I can’t decide if the idea that Alison has ‘slept with everyone else’ is the kind of idea that gets attached to someone in high school and never goes away, because they never go away (but she had to have gone to nursing school somewhere), or if there’s something else involved. After all, even in her own memories, Alison never, ever seems driven by sex or desire. By fear, yes. As a reaction to being trapped, absolutely. Even as a way of revising history, Alison sleeps with people, almost a memory-erasure palate cleanser. But we’ve never seen her be ‘the reason the word sex was invented’, and certainly not in her own mind. And not the way others in Montauk treat her—that is, as long as she’s not paired with the ‘douchebag in the BMW’. She keeps trying to erase him from her life, until the events of the wedding mean he’s in it permanently.

No wonder Alison isn’t an optimist.

But good isn’t so ephemeral sometimes, or for some people. Not in Noah’s world. The further we get from him and Helen as arguing, divorcing parents, the more we realize their connection is rare, and based in the people they are, not the people they’re supposed to be. Does that sound too fanciful? The way they talk to each other is indicative of two people who really know one another, who are specifically intimate with each other. I don’t mean sexually, but I do appreciate that the visual representation of that intimacy involved them being near-naked.
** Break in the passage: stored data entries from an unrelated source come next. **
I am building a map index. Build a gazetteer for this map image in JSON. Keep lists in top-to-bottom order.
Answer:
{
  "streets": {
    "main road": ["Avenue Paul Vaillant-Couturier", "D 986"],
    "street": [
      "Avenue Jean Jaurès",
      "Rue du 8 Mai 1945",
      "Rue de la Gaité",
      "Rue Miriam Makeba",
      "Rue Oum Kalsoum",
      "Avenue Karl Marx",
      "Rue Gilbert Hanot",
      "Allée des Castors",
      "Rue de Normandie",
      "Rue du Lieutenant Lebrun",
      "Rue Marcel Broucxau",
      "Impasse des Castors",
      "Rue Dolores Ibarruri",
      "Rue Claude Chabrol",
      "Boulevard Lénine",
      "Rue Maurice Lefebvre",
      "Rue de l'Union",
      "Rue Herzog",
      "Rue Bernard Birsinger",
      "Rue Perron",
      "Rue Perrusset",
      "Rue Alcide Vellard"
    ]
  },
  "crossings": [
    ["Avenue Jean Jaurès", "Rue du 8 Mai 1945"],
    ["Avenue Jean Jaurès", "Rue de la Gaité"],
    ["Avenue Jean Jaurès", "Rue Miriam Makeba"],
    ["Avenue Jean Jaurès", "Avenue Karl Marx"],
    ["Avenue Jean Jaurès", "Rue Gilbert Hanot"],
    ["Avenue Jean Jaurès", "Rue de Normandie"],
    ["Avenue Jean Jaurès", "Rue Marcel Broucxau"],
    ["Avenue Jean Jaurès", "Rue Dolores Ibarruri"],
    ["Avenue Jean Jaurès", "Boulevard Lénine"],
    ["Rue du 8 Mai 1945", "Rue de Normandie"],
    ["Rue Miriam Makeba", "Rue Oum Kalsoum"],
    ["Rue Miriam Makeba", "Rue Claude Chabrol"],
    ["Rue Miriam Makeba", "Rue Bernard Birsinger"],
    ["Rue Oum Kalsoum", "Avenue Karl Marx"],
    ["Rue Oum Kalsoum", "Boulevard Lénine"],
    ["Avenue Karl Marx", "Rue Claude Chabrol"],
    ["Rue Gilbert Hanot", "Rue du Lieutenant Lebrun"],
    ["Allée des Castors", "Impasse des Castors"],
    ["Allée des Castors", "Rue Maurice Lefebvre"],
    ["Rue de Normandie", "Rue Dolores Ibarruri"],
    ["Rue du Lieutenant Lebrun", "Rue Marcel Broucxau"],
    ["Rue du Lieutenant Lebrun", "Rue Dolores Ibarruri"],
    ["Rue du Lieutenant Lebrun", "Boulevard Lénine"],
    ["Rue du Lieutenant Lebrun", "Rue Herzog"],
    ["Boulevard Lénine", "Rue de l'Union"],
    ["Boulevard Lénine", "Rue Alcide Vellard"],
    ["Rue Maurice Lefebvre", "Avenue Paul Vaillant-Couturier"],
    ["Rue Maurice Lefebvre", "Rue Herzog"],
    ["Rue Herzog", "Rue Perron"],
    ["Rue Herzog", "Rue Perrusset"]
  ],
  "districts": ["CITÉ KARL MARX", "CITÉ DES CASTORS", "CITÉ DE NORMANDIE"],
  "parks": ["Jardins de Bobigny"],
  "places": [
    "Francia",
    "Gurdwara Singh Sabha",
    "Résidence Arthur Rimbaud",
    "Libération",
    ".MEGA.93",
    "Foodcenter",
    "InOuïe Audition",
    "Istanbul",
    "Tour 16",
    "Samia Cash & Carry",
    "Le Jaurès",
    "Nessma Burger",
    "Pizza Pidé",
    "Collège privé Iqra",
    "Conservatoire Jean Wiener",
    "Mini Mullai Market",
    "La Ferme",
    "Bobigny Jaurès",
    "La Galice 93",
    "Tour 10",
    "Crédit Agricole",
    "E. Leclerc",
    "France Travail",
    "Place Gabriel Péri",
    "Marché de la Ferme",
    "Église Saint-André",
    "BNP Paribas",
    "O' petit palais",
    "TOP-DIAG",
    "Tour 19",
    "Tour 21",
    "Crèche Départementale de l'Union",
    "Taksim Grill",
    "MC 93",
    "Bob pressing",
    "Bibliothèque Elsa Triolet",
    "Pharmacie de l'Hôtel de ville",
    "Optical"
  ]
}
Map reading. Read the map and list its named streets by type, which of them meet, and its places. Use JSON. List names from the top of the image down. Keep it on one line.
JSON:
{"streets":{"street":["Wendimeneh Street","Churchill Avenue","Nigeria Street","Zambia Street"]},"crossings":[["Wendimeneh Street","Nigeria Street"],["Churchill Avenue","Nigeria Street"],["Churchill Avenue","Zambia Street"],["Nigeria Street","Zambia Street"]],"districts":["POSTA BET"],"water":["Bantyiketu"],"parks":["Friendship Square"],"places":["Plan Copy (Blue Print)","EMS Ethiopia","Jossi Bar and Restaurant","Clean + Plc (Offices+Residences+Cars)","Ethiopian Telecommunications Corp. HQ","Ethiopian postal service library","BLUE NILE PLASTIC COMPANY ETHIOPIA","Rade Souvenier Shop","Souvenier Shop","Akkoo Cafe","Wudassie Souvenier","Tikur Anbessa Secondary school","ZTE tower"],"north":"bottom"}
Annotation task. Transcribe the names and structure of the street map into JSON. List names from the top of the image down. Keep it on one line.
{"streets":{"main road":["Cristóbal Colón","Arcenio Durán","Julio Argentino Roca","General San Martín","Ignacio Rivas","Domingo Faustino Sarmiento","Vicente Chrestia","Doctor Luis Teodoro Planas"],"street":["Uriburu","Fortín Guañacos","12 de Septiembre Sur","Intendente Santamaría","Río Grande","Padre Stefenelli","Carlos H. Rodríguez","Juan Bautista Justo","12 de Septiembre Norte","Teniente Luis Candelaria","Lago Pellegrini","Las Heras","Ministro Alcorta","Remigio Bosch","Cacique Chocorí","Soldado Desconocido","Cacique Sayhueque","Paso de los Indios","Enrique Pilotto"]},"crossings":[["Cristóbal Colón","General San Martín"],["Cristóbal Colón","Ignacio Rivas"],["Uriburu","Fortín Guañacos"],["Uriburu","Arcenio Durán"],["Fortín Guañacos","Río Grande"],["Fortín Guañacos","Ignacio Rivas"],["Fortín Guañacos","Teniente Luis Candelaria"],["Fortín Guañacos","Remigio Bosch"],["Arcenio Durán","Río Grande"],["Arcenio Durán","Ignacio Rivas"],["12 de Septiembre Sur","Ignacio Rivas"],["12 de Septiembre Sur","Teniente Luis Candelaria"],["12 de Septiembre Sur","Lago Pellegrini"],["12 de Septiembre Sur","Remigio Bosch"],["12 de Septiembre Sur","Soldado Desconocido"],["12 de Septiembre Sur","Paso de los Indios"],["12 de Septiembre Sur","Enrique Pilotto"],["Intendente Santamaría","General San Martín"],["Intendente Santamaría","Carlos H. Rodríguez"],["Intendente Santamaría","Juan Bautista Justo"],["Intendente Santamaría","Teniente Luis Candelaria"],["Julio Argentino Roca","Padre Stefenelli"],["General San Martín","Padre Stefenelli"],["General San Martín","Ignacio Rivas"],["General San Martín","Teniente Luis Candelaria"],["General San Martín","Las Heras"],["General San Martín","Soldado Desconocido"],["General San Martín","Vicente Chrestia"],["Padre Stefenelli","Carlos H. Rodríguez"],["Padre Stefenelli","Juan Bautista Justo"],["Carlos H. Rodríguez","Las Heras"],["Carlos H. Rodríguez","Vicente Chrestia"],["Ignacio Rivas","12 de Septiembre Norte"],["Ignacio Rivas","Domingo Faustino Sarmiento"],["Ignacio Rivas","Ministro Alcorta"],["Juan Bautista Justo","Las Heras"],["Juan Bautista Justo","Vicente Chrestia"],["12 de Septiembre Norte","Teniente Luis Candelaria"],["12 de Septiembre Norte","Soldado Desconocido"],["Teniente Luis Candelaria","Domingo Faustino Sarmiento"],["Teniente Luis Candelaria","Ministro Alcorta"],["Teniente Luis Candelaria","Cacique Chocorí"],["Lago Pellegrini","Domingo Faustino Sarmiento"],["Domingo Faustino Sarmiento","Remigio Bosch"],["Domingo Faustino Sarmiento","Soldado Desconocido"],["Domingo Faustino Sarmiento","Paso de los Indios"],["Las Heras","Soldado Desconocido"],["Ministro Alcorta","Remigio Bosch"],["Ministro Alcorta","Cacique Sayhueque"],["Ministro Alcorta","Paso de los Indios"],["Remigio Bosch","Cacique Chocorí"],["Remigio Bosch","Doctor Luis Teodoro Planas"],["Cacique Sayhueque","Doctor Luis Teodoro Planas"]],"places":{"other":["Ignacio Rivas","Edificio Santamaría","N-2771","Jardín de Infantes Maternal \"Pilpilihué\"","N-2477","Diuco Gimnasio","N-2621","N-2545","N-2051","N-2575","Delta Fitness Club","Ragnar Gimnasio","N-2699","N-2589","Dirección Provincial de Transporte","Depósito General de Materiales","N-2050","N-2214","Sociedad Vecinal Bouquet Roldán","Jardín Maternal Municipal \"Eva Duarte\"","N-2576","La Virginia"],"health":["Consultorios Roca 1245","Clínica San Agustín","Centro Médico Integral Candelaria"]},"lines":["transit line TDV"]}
Helen says she has to run into the ocean so she’s not depressed, but the act is actually one of release and even joy, and Noah joins her, similarly elated to have someone he can understand and talk to with no judgment—something he doesn’t get from any other adult in his life.

It doesn’t mean there is a romantic relationship for them, of course—look at what Helen says when he mentions ‘going back to her’. “Were you even thinking about going back to me?”, she asks incredulously. Note, not ‘coming’ back to me. ‘Going’ back, meaning he was going somewhere that she wasn’t going to be.

Still, the connection between these two is real and loving, even if it’s not currently sexually-romantically-feasible. They fit together so easily, as we’ve seen all season. It’s because they are so comfortable with each other that they get in the car together with no second thoughts. It’s while they’re there, realizing after all they’ve been through and their other partners that the connection they have is rare, that it becomes even more rare. Because now they share a terrible secret. 

Which is why Helen is bankrolling Noah’s defense, and why he jumps to his feet in the courtroom to prevent the detective from casting any focus on Alison. Remember that therapy session a couple of weeks back? Remember Noah wondering over and over again whether he could be truly great if he could have both wives and girlfriends? If he didn’t have to choose between being faithful and indulging his desires? He wondered over and over again, who could he be? How great could he be?

Our answer here, of course, is the most cosmic-joke interpretation of that scenario. Noah doesn’t have to choose—he falls on his sword instead, and in any telling of the story that’s a ‘great’ thing to do, not to mention being good material.

But it doesn’t guarantee happiness. Like his literary heroes, Noah has backed himself into a place where greatness and misery might be intimately linked. He’s proven he’s a good man—at least to himself. But if I were being cynical, and at least half of this show hopes I am, I’d ask ‘what does that get him?’

What a great, fascinating journey of a season. What a complex world of murky people. I look so, so forward to Season 3.